The strength here is that feedback can easily be captured in context with the particular design. Also, when we later re-look at the problem we have all the input we need to start working in one core location.


Sketch-to-code — Bringing the solution alive

The next step in the process is to take the high level sketches and translate them into the final solution. Depending on the complexity of the particular problem, we either take the next step into design or we go straight into a responsive HTML prototype. This allows us to unlock creative freedom down the line, as well as quickly give us a sense of what the final solution might be like, what works and what doesn’t, and frees up time to fine tune micro-interactions and focus on the experience, rather than getting lost in documentation.

Translating the sketches and any feedback given into detailed design in Miro — no wireframes needed!
Sketches discussed by the wall, then simply transferred to Miro so that information is captured and accessible for everyone in the team.

Best of all, we can put the solution in front of real users even within days of having that first collaboration session exploring the problem space. This allows us to have a “test-and-learn” mentality and continuously improve our solutions, while at the same time quickly providing tangible and visible outcomes for our client.

Gone are the days of requirement specs, wireframes, and flat visuals — instead, we provide a responsive prototype that showcases how the final solution will work, look and also feel like.
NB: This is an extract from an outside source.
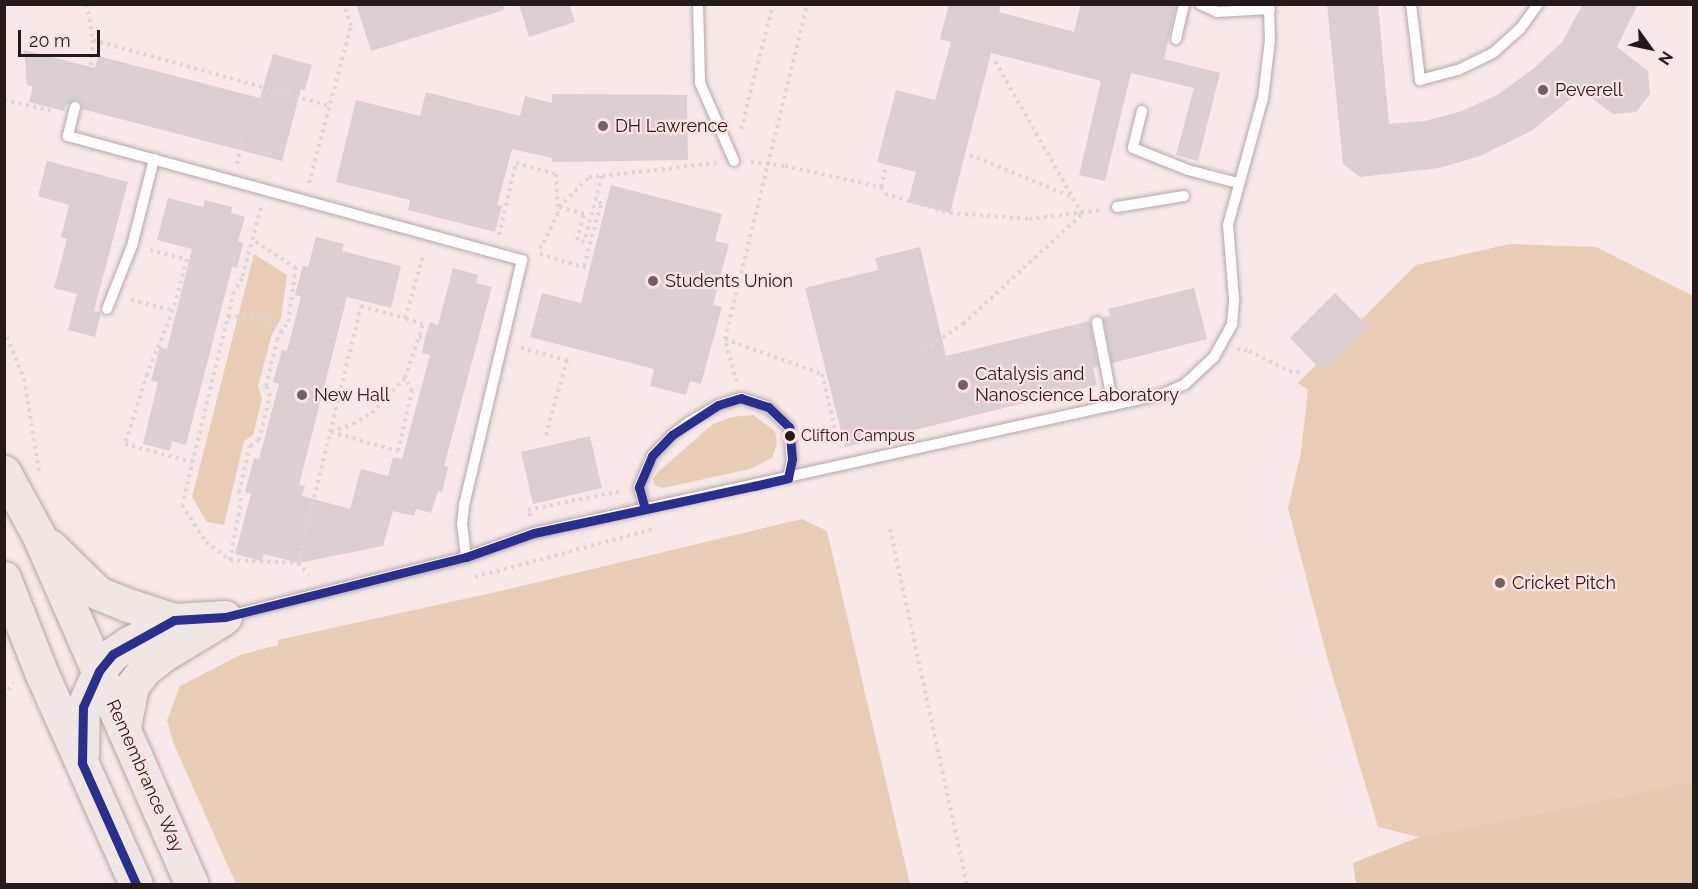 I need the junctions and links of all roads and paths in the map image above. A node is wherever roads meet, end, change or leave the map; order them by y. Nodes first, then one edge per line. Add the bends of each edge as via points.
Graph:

The final solution and the only deliverable that the client needs to sign off — a fully responsive HTML prototype with captured micro-interactions and transitions.

Conclusion

This process has definitely been a journey, and we’ve learned that for digital transformation work, there isn’t a template or a structure that can just be applied. Uncovering the right solution requires a lot of hard work, transparency and, most of all, collaboration — not just across skill sets and roles: the real value comes when there’s true collaboration between agency and client. For this, Miro has been game-changing.